Activity-based funding risks collecting data for the sake of payment rather than to meet patient needs.
Australia must stop using the separation between federal and state governments as an excuse for not delivering seamless data flow and value-based care, according to Jay Rebbeck, CEO and founder of international healthcare consultancy firm Rebbeck.
“It can’t be the excuse that we keep on using. We’ve got to find ways to get around these structural problems to make value-based care a reality,” Mr Rebbeck told attendees at yesterday’s Wild Health summit.
“Unless we’ve got data liquidity, we can’t have value-based healthcare.
“The minute you get consumers in the room and you get them to talk about their journey through the system, you realise just how horribly ineffective it is, and how poorly integrated and how we don’t actually have the communication of data (and) the data liquidity to enable it. Those are some of the system issues we have to address.
“It’s only because we’re so far behind doing what’s kind of obvious that we have to call it value-based care.”
According to Kate Ebrill, head of interoperability at the CSIRO’s e-Health research centre, more emphasis needed to be placed on collecting high-quality, reusable data at the point of care and making data-reporting systems more efficient for clinicians.

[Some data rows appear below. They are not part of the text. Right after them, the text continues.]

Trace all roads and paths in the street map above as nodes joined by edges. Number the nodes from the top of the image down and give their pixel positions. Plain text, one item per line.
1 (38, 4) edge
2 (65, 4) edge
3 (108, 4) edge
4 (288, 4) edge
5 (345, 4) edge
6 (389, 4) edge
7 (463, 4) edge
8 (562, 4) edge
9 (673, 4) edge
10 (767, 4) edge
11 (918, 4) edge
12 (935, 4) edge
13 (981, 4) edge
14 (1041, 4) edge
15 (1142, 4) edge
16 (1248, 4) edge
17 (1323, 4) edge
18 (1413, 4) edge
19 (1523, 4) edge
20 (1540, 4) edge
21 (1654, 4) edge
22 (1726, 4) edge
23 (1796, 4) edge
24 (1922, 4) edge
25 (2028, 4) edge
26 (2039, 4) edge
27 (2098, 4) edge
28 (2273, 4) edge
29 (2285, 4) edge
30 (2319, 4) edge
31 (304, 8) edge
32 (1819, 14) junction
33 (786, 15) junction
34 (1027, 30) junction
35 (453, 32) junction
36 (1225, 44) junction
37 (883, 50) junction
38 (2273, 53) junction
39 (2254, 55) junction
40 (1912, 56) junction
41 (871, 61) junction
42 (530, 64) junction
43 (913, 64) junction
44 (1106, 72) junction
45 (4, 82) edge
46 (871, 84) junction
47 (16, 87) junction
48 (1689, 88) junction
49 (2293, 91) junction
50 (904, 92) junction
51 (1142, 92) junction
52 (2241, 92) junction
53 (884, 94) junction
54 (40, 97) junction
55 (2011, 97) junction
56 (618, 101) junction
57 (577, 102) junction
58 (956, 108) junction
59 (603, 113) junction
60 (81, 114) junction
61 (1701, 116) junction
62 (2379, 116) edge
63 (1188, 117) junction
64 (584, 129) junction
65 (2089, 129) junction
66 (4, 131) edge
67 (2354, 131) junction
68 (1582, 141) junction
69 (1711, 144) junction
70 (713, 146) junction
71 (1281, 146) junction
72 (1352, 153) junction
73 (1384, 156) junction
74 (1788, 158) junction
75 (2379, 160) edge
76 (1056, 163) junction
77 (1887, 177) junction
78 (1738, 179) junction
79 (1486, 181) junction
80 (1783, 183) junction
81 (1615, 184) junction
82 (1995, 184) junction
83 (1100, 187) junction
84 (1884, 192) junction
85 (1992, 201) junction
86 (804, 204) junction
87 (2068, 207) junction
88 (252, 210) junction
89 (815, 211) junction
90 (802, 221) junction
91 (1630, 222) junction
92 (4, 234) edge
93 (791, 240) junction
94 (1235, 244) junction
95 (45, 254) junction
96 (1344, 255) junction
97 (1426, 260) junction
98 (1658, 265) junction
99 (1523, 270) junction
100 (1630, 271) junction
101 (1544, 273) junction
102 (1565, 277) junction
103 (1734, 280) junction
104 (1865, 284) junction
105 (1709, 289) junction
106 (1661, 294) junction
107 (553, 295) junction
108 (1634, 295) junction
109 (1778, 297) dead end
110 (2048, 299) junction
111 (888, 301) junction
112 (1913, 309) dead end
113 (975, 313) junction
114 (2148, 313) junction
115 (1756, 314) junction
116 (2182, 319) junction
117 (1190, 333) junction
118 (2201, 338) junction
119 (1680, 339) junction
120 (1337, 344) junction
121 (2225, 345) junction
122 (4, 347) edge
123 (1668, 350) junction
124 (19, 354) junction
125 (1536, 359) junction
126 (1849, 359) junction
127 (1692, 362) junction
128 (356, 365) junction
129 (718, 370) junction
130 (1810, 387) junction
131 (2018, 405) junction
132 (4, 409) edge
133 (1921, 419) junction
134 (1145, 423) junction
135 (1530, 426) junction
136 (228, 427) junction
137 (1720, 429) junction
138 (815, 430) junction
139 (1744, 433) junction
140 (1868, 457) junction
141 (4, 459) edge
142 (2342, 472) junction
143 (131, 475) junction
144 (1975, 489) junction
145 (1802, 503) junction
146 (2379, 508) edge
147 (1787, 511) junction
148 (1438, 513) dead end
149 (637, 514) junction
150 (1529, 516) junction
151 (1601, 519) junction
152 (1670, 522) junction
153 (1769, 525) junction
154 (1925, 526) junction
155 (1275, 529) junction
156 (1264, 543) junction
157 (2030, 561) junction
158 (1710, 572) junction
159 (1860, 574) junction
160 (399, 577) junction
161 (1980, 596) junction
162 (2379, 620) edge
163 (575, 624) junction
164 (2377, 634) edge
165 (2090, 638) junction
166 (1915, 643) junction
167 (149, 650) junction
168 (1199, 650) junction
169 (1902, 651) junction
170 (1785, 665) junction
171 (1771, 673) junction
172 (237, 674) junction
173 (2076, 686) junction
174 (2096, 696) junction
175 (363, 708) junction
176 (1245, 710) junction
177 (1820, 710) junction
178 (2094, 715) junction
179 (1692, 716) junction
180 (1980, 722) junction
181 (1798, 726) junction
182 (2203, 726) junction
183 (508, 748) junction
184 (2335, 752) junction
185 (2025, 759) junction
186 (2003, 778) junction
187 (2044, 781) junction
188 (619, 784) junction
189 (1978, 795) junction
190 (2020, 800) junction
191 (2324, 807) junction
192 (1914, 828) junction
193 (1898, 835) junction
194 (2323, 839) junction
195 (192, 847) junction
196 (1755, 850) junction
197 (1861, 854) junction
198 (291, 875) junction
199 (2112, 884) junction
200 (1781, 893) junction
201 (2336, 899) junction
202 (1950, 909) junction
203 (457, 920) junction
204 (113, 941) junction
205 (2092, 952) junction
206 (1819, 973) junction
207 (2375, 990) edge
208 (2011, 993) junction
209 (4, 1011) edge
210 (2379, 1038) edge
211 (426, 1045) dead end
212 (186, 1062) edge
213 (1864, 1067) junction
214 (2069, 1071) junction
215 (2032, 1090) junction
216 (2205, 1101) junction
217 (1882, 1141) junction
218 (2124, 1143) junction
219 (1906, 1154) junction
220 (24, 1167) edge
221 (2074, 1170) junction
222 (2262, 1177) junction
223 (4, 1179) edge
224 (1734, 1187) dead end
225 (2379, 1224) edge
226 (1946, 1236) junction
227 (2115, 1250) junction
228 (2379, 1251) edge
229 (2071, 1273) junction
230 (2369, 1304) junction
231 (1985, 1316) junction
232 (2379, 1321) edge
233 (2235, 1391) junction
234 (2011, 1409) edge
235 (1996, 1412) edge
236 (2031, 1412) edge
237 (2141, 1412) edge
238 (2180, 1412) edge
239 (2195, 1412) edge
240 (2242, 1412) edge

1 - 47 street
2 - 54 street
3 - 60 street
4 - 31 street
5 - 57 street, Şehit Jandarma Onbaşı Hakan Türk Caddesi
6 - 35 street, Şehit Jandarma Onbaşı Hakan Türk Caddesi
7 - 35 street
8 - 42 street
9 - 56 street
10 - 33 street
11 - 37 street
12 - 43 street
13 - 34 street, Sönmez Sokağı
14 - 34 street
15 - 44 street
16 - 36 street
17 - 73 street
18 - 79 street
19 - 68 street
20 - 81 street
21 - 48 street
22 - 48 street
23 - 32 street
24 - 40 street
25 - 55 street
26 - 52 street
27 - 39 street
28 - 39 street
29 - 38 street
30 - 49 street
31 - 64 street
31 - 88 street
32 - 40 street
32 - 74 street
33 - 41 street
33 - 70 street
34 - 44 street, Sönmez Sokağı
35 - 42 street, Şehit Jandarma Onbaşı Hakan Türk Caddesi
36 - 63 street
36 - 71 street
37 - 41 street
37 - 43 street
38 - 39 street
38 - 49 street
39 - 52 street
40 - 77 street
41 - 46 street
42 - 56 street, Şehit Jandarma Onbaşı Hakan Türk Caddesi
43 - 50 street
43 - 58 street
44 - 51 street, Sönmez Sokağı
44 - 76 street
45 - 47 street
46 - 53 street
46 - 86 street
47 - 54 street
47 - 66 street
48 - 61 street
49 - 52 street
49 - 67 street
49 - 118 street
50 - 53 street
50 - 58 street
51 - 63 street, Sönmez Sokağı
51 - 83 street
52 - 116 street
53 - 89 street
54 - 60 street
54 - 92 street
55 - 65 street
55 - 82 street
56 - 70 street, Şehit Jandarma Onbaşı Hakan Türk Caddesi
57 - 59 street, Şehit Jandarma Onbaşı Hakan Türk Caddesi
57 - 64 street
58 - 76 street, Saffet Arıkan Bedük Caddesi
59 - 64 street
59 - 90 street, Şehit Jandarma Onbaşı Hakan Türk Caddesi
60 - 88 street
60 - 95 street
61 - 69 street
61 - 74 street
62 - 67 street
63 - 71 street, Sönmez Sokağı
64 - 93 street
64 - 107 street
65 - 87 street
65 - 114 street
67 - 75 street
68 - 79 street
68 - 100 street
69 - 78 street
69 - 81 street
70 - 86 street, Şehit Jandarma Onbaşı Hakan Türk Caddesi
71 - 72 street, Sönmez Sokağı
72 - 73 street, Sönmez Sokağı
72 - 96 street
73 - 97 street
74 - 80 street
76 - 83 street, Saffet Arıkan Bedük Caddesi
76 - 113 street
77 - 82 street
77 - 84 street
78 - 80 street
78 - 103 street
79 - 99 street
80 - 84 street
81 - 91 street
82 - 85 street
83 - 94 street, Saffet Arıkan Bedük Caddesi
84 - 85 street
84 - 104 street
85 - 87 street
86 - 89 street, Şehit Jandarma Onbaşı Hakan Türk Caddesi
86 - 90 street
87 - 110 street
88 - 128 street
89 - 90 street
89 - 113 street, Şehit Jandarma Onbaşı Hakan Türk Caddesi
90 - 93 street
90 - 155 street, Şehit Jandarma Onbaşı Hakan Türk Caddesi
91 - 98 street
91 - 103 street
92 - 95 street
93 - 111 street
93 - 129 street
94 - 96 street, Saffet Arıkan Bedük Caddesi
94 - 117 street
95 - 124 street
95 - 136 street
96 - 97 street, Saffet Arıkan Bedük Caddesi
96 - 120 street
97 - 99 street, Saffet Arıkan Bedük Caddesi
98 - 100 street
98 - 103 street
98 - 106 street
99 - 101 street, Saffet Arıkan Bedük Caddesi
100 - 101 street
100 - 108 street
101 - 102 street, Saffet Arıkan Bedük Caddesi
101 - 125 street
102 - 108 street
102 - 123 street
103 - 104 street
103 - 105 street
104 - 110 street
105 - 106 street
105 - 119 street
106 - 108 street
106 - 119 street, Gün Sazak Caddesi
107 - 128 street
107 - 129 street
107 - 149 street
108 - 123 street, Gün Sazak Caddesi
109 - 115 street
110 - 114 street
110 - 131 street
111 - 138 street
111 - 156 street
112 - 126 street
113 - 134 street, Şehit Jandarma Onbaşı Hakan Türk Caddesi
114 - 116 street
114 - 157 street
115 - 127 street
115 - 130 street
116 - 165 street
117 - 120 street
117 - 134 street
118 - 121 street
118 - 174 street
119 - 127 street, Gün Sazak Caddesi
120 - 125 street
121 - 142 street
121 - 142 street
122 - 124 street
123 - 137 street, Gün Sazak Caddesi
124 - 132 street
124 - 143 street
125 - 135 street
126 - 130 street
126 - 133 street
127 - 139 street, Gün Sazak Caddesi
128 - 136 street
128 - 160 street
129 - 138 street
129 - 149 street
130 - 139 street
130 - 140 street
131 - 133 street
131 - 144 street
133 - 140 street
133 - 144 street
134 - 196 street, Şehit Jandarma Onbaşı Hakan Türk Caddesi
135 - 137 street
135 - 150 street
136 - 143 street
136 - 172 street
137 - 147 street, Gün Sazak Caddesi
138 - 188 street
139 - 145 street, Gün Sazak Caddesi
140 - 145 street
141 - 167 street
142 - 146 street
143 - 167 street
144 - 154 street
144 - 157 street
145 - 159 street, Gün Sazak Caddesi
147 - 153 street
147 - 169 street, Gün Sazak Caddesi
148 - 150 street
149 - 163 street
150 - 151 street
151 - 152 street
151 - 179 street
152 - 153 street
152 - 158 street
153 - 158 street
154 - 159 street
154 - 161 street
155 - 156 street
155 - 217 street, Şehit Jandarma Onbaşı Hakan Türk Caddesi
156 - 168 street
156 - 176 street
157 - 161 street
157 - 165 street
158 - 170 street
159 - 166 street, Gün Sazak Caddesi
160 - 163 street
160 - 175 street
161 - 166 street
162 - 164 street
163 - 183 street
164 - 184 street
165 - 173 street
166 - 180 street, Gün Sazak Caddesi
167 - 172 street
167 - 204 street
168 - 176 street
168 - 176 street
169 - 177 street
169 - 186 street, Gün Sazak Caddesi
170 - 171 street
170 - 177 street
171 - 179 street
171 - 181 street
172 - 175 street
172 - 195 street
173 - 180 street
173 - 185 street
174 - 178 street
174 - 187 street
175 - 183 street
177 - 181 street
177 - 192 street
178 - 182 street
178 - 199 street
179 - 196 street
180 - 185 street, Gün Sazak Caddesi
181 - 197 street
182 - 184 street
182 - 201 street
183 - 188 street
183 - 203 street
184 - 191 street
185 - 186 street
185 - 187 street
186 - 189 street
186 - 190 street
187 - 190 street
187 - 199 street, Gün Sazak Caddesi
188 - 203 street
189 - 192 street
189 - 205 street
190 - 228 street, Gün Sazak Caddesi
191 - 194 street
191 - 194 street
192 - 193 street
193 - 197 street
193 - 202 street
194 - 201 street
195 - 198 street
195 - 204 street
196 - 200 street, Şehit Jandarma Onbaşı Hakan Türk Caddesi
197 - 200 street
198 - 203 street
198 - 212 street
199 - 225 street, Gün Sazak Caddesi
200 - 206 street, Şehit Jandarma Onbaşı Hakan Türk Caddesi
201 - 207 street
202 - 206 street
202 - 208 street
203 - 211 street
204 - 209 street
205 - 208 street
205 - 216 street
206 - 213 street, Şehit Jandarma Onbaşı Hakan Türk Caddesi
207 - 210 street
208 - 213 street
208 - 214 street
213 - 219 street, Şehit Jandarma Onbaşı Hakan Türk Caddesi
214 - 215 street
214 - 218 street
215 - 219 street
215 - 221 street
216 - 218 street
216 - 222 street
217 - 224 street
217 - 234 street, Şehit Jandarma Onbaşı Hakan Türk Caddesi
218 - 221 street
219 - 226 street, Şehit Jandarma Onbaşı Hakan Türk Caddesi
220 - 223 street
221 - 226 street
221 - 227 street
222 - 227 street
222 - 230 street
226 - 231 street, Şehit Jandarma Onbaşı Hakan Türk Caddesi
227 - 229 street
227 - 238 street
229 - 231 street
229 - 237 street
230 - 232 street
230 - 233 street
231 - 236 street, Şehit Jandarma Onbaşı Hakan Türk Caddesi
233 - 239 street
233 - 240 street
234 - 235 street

“A lot of what we’ve done in the past around data has been defining those data standards from that secondary use point of view. We’ve never come back to saying what’s the information that the clinicians need at the point of care? What do the consumers need?” Ms Ebrill said.
“Everything is going to be based on having good quality data and we need to make the systems pleasurable and efficient for clinicians to use to record that data, and there’s lots of new technologies that will make that happen.
“Then we need to think about those data standards from that primary use of data first, and then look at how those data standards can then be reused and rolled out at regional, and national level to support population health.”
Ms Ebrill said that Australia must be “really, really careful” when it came to activity-based funding models, which risked driving preferred outcomes and degrading the quality of data recorded.
“People record the information for the sake of getting payment, and it’s ‘what’s the code that’s needed for that’, not ‘what is the information that’s required for the next person in the keychain’,” she said.
“You do need to have the right policy settings, but we need to make sure that it’s not ever viewed as ‘I’m recording information for the sake of payment’, because then we’ll start to see perverse outcomes where anything gets put on the record for payment, not the information that’s required for the individual.”
Ms Ebrill was one of five international panellists discussing Australia’s progress towards value-based care through digital health initiatives, compared to countries such as New Zealand.
Other panellists were Derek Felton, CEO, Felton Consulting, Director of i3 Dr Penny Andrew, Digital Health Association NZ CEO Ryl Jensen and Dr Natalie Thorne, Scientific Director at Genomical.